I disagree with you, thereīs no magick tricks at work here, they can surely introduce a voxels toolset with designated volumetric voxels in the shelfe panel and write it that way so it(the parameters) already has most basic parts already setup, how to tweak it and change it to your liking is something else thou.


Ohh and for user interface and improvements, well one example could be
that I find it kinda hard to get on grips on the different selection modes and would prefer a different kind of UI for that part, more like a lightwave selection mode wich feels easier to swap between different modes and they arenīt hidden like houdinis selection options feels like.

Michael

Captain Obvious
04-05-2009, 04:12 AM
A way to visually graph the connections made with expressions would be pretty nice. It's unfortunate that this part, which does most of the killer cross connecting is totally without a visual representation.
Hmm, yes, that would be nice actually. On the other hand, I rather appreciate the fact that you can have connections that don't show up, as well. My LW node shaders often get hard to use because of all the crisscrossing of connected nodes.

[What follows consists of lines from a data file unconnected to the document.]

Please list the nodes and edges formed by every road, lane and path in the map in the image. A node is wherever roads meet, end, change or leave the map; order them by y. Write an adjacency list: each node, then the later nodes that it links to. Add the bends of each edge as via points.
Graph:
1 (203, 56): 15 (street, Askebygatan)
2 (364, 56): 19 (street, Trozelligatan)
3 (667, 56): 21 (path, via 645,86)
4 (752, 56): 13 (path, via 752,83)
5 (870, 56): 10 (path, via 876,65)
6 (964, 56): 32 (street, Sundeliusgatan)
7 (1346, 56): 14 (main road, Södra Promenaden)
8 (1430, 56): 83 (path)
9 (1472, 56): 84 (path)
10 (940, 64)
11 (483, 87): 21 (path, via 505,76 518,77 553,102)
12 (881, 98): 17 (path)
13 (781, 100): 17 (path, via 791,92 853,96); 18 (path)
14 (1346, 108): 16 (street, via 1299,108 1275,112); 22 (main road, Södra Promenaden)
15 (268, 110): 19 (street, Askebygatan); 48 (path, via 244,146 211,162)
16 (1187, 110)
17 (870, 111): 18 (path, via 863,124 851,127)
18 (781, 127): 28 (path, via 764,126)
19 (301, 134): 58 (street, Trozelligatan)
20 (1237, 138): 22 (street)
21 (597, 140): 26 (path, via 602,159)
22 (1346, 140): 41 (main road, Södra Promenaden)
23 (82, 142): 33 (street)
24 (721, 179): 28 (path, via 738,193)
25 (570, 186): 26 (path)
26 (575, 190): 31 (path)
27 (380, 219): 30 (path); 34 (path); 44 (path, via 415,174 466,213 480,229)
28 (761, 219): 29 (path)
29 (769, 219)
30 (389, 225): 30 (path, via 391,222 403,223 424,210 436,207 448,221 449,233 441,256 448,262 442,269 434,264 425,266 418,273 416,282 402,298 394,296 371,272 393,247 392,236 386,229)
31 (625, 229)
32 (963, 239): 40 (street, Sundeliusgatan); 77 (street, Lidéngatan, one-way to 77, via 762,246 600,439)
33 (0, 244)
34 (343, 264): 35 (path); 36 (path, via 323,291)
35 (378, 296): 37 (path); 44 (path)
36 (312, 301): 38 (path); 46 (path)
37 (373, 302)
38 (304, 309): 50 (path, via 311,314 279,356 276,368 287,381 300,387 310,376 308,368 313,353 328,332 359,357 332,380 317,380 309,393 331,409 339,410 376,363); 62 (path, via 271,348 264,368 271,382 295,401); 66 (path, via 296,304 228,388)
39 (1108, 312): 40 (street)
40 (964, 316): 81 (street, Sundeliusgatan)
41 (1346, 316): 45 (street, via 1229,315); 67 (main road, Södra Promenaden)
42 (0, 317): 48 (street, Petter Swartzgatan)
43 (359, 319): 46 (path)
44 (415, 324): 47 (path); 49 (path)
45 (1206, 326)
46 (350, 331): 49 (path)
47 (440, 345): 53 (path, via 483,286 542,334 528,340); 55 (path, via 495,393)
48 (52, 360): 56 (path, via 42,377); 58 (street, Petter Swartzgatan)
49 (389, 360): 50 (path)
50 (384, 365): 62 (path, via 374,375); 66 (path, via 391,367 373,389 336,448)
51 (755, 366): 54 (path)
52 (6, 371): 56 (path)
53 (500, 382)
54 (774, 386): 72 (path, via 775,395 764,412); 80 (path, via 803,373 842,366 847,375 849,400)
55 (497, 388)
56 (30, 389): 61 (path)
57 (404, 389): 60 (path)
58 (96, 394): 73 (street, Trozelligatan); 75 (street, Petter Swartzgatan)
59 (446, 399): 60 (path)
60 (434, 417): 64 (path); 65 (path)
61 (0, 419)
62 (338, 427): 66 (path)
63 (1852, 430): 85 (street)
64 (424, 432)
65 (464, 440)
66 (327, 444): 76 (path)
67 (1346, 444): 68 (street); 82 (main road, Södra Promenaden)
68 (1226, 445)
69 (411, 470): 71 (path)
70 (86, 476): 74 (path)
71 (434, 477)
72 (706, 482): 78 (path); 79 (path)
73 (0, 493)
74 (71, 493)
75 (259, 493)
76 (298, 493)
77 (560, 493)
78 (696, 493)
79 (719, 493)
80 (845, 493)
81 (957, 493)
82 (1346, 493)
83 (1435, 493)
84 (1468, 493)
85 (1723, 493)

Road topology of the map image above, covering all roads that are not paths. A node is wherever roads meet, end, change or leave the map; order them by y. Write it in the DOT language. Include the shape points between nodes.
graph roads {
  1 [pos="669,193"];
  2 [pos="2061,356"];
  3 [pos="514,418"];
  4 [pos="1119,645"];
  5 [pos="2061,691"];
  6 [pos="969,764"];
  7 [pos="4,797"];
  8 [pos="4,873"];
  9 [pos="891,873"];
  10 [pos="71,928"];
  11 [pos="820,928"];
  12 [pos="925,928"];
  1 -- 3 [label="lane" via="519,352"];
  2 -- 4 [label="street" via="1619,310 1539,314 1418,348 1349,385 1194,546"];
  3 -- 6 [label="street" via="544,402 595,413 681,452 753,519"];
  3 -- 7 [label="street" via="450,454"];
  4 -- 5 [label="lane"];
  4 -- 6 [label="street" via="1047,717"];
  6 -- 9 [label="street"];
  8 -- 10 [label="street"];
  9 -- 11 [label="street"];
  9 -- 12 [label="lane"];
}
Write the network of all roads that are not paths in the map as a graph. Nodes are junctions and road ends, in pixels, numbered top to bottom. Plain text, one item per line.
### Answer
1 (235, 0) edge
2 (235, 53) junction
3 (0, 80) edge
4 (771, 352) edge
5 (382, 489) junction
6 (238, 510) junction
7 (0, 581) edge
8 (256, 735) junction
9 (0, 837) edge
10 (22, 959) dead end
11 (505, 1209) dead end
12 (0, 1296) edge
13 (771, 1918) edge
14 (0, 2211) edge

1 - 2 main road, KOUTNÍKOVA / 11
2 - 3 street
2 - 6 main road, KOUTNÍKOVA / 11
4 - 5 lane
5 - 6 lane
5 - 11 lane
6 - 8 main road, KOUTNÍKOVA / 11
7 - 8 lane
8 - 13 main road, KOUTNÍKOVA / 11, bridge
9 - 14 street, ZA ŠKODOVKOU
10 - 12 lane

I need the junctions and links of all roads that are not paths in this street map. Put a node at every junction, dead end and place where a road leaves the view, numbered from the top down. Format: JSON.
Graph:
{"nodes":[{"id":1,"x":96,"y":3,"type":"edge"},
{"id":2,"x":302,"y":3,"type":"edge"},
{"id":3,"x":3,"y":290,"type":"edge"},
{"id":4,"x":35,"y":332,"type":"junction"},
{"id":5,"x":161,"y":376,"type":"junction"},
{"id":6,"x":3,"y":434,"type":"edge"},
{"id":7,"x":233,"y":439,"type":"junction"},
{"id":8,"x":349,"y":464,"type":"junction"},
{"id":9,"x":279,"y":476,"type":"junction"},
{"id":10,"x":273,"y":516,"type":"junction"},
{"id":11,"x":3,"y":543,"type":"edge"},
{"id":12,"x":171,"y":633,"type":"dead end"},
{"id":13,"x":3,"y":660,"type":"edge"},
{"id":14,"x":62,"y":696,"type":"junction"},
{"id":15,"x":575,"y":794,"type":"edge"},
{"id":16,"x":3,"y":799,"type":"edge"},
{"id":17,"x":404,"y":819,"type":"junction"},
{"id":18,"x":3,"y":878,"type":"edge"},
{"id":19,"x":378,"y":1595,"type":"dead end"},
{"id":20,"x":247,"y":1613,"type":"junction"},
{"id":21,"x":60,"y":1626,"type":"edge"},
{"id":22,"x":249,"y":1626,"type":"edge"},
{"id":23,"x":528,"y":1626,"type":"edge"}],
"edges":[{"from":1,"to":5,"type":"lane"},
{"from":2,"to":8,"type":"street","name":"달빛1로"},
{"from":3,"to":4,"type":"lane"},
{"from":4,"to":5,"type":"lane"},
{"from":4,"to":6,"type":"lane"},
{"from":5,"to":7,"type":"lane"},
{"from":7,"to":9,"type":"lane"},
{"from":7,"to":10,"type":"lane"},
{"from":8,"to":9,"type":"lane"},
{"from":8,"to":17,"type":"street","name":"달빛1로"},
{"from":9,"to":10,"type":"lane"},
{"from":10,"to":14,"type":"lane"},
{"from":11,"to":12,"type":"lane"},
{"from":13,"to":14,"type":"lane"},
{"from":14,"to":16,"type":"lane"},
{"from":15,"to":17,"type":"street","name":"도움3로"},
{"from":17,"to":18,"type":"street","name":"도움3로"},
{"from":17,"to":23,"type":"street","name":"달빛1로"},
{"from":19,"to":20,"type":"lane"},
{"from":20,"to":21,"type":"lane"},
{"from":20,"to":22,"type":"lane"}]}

I disagree with you, thereīs no magick tricks at work here, they can surely introduce a voxels toolset with designated volumetric voxels in the shelfe panel and write it that way so it(the parameters) already has most basic parts already setup, how to tweak it and change it to your liking is something else thou.
True, but why should they spend valuable development time doing that, when the Houdini users can build Assets for that themselves, and share them? It reminds me of an old Luxology video where Brad Peebler shows off the toolpipe. He combines an airbrush falloff with a vertex extrusion and builds a "spikey painting tool," and says that if someone added a feature request for such a thing, it'd probably be at the bottom of the priority list. I guess the same holds true for things in Houdini.

prometheus
04-05-2009, 08:02 AM
True, but why should they spend valuable development time doing that, when the Houdini users can build Assets for that themselves, and share them? It reminds me of an old Luxology video where Brad Peebler shows off the toolpipe. He combines an airbrush falloff with a vertex extrusion and builds a "spikey painting tool," and says that if someone added a feature request for such a thing, it'd probably be at the bottom of the priority list. I guess the same holds true for things in Houdini.

well thats a question for the sideeffects team probably, either they can and will or if thereīs already made as an, asset no problems, but if thereīs not available it could be a hint that it might be worth working at, it seems to me that some tools have been made more built in with node networks setup for easier and faster acess and handling, than they were before.

and why wouldnīt they make houdini easier to use?..well I just donīt follow you on that thought.

Edit..ohh..yeah forgot, well getting access to volumetrics isnīt just an extra nifty tool to be added, with regards to what you mentioned about spikey painting tool.
It is more of those standard setups like lighting camera, motions etc...but of course depends on your own view perhaps, but for me Its considered more as a standard.